Garbage es una de mis bandas favoritas de todos los tiempos. Desde que hace 28 años escuché en la radio “Push it” me enganché a ellos y de todos sus discos he sabido disfrutar sin bajarme del barco. Su visita al idílico recinto de Noches del Botánico se preveía como un estupendo cierre de una historia que dura casi tres décadas. Con una banda rozando o superando los 70 años y una Shirley a punto de soplar sesenta velas, este gira puede que sea la última que hagan por nuestro país.
Con el sol casi escondido, la banda sonora de Twin Peaks sirvió de introducción a la salida del grupo con “There’s No Future in Optimism”, uno de los single de su último disco. Desde ese momento pudimos disfrutar de un sonido potente y cristalino, de los que ya no se tienen, que insufló aún más emotividad a la velada. Y es que bajo la maestría de unos músicos de la talla de Butch Vig, Steve Marker y Duke Erikson, junto a su nueva bajista en los directos, Nicole Fiorentino, Shirley Manson volvió a recordarnos a las de sus mejores años: frenética y disfrutona, como si la edad no fuera un obstáculo, mostrándose totalmente recuperada de la operación de cadera a la que se sometió, aunque eso sí, sufriendo por las altas temperaturas, pero no tanto como en su última visita hace dos años, cuando en el Mad Cool 2024 casi se desmayó.
Aunque Let All That We Imagine Be the Light (BMG, 2025) fuera su álbum a presentar, la banda no dudó de hacer un repaso certero de todas sus épocas, a excepción del Not Your Kind of People. “Hold” le dio paso a la certera “Empty” con la que parecieron coger impulso, y tras un breve speech de Manson recordando su mencionado percance en el otro festival de la capital y mostrando su amor por el fútbol y el Mundial, los talluditos presentes nos volvimos a sentir jóvenes cuando enlazaron “I Think I’m Paranoid” y “Stupid Girl”. Por un momento estábamos en los 90. Qué bien sonaban. Lagrimita.
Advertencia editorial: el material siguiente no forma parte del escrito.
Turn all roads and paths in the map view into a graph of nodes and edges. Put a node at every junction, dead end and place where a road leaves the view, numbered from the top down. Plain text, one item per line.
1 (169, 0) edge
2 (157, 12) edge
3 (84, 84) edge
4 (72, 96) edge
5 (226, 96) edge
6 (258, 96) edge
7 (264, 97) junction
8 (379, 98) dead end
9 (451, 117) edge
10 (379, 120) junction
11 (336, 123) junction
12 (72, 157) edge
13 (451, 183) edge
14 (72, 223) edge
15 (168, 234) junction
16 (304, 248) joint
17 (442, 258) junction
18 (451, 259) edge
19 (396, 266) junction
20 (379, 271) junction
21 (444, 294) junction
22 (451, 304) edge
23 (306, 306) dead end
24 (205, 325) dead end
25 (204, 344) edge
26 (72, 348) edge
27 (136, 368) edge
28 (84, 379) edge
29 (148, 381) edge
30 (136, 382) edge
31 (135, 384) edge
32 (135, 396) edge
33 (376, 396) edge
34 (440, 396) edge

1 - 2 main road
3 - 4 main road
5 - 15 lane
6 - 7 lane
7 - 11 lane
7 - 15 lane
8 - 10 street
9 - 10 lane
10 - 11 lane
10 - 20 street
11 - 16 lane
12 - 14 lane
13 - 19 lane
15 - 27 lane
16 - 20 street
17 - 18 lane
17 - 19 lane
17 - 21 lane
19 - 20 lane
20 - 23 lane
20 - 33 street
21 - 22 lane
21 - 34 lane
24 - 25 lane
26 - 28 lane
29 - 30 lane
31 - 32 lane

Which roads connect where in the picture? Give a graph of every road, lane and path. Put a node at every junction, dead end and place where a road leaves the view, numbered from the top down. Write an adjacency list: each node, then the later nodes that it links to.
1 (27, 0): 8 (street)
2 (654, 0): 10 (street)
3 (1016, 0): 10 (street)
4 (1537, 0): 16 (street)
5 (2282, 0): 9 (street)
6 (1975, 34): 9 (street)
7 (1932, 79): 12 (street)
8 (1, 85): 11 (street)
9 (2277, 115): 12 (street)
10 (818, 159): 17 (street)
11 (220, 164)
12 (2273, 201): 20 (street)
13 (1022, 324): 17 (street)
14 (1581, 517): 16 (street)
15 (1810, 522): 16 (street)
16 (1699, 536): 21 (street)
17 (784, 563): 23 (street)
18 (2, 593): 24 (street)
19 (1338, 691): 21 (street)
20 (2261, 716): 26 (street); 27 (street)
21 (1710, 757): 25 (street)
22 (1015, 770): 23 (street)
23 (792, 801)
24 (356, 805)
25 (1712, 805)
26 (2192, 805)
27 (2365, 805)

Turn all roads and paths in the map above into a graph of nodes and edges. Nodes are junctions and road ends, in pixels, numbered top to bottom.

La primera de las sorpresas de la noche para mi gusto fue escuchar “Right Between the Eyes”, uno de los singles de Bleed Like Me (BMG, 2005), y que no escuchaba en directo desde que los vi actuando en la Ciudad de las Artes y las Ciencias de Valencia en 2005. Media vida musical pasando delante mía y enlazan con “Vow”. Una sonrisa se dibuja en el rostro de los presentes.
Shirley, siempre combativa y reivindicativa, se acordó de Madonna, ya no tanto por el reciente y celebrado lanzamiento de Confessions II, sino por las puertas que la cantante abrió a generaciones que vinieron después, como la propio Manson. Este receso abrió la puerta al momento oscuro e íntimo de la noche con “No Horses”, “It’s All Over but the Crying” (totalmente inesperada) o una deliciosa versión del “Lovesong” de The Cure. Todo iba sobre ruedas: el grupo lo estaba dando todo, el sonido era de 10, el público lo estaba disfrutando y corría una brisilla. Y a esto que van y sueltan “Boys Wanna Fight”. Menudos lagrimones se me cayeron. Ni en el mejor de mis sueños pensaba que fuera a rescatar este tema. Ya estaba en una nube cuando Garbage tiraron de casi lo mejor que tienen: “Cherry Lips (Go Baby Go!)”, “When I Grow Up” (menudos saltos dio Shirley) y “Push It”. El recinto se vino abajo.
Tocaba ir cerrando y “The Day That I Met God” sirvió de punto y seguido al emotivo cierre con “Special” y cómo no, “Only Happy When It Rains”, su mejor himno. Una noche de ensueño para recordar siempre.